Çok geçmeden de kalbinden geçen bedeni bir ağaca yaslanmış, gözleri kapalı gecenin sessizliğini dinlerken buldu. Adeta ince fırça darbeleriyle çizilmiş duran yüzü, ay ışığı sayesinde belirgindi. Kendini yaptığı işe öyle adamıştı ki gerçekten uyuyor gibi görünüyordu ancak Seungmin vampirin sessiz ormanı dinlediğini anlamıştı.

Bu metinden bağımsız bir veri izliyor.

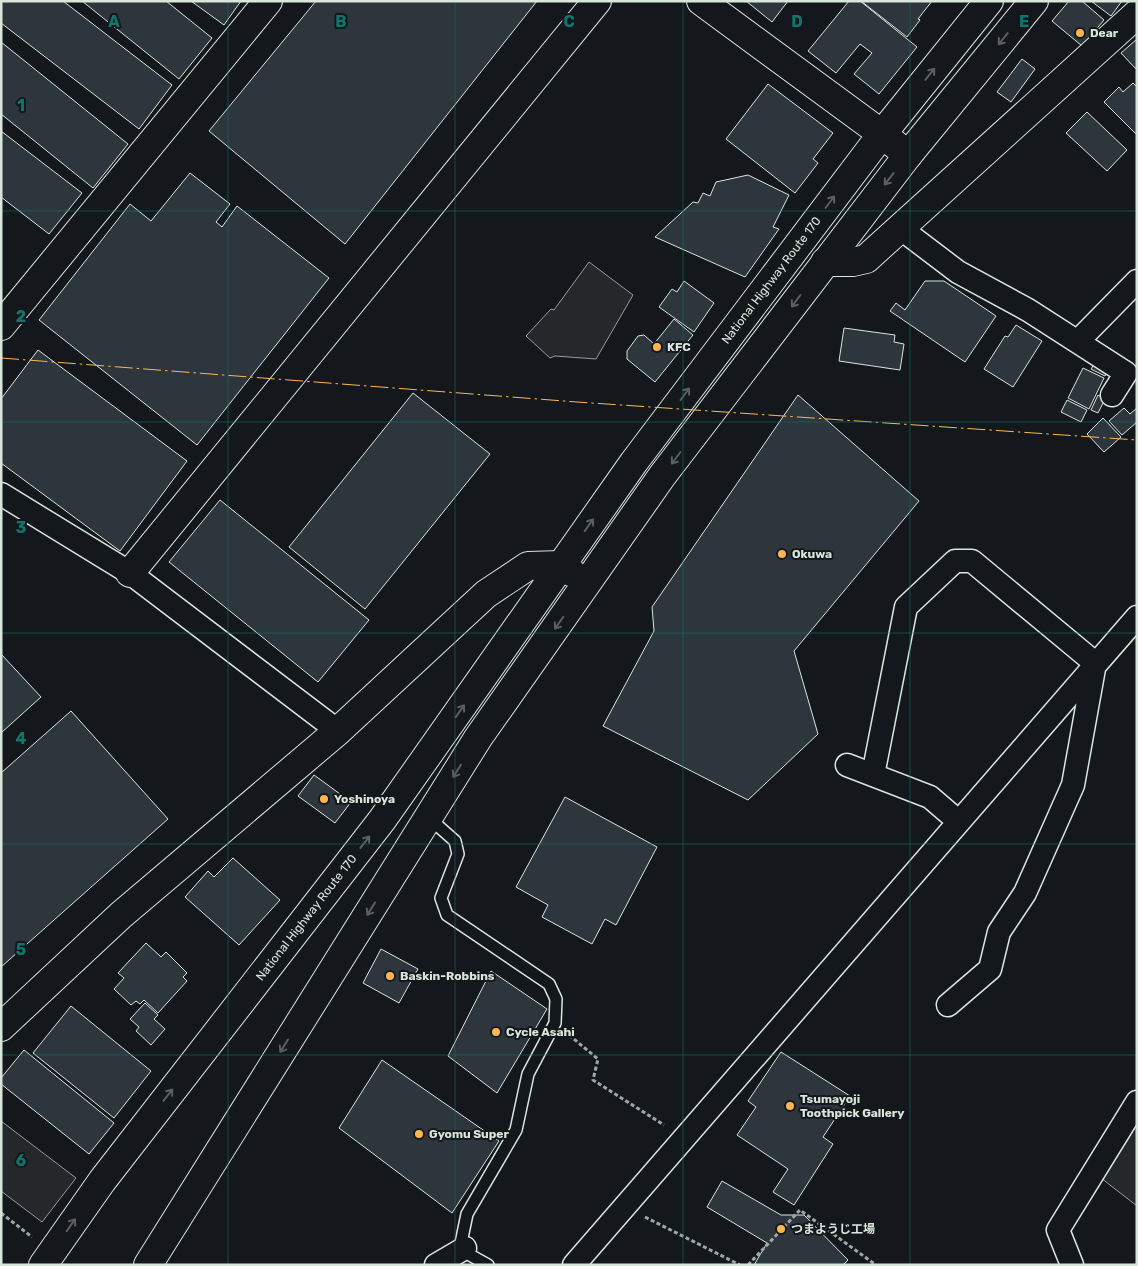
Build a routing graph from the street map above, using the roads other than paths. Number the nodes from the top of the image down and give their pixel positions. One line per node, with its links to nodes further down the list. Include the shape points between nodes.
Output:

Yavaşça yaklaştı, Hyunjin'in yanına oturdu. Sırtını ağacın geniş göğsüne yasladıktan sonra da bakışları yukarıya kayarken ortam kurulmuştu. Havada sakinlik uçuşuyor ancak araya sızan hafif merak ve gerginlik de hissediliyordu. İkisi de hangi sözcüğü fısıldayacağını hesaplamaya çalışırken ambians sayesinde biraz olsun rahatlardı.
"Bugün teslim olma günün mü? Kaçmaya devam etmek yerine direkt ayağıma kadar geldin."

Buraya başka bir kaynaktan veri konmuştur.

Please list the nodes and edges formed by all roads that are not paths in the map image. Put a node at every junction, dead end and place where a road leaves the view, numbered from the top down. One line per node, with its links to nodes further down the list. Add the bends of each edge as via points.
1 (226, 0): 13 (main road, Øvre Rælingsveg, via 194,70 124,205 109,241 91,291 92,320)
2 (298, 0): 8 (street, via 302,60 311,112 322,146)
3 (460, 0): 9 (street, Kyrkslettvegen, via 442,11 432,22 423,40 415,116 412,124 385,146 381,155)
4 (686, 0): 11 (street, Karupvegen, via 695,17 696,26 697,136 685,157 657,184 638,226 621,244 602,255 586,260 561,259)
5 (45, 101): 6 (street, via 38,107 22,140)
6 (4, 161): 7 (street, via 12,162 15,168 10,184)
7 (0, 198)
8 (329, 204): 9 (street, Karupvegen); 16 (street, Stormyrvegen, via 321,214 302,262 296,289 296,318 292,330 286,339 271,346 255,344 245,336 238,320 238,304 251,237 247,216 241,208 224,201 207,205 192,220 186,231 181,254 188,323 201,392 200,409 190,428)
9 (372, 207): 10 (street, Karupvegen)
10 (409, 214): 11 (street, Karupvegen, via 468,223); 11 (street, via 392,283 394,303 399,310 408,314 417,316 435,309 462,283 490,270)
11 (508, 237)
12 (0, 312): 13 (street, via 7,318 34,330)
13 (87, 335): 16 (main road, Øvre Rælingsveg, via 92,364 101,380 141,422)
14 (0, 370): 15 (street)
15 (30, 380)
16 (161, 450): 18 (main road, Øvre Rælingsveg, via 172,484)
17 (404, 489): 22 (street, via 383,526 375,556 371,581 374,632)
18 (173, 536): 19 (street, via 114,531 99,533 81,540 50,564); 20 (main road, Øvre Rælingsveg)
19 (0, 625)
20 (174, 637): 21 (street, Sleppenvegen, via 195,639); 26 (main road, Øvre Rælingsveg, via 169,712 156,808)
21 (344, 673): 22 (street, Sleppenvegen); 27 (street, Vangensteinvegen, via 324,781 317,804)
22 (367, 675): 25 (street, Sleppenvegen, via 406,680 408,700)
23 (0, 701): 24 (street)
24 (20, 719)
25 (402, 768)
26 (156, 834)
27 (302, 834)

Hyunjin dakikalar sonra ilk sözcükleri dudaklarından dökerken prens sonunda başlayan konuşma ile rahatlamıştı. Fakat onun için sert bir başlangıca benziyordu, buna güzel bir karşılık vermeli, kendini güzel açıklamalıydı.
"Yüzleşmek istedim diyelim, daha fazla beklemek işleri yoluna sokmuyor."

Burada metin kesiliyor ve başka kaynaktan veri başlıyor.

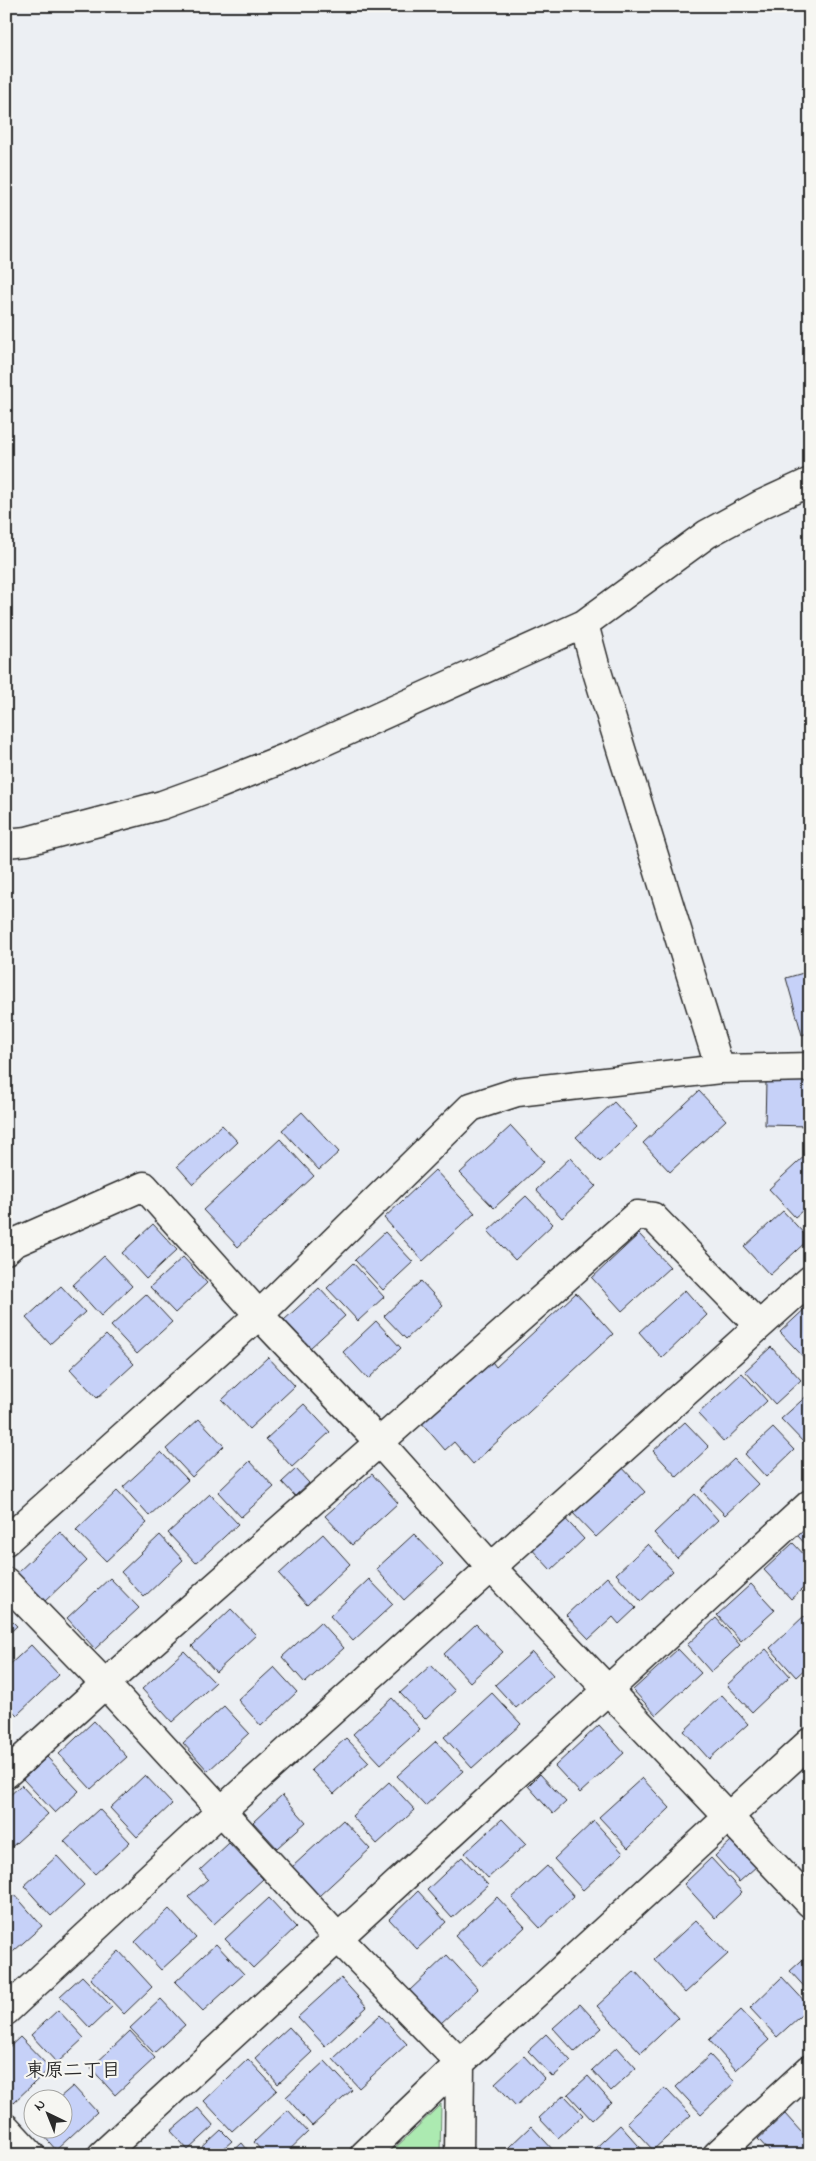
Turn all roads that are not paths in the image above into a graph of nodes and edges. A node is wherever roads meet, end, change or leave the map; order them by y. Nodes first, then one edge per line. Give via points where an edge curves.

Yine her söz arası koydukları sessizlik ortama hakim olurken Hyunjin'in yanıtını fazla düşünmesine gerek yoktu. Bu nedenle gözlerini aralayıp bakışlarını yanındaki prense çevirdi, gencin de dikkatini çektiğinden irisleri buluşmuştu. Bu kesişme da kısa süreli düşünce bulutlarını durdururken devamında sıra vampirdeydi.
"Benden gerçekten hoşlanıyor musun? O geceki sözlerinde ciddi miydin yoksa sarhoşluğun getirisi miydi? Lütfen gerçeği söyle, ne olursa olsun bilmek istediğim şey gerçekler."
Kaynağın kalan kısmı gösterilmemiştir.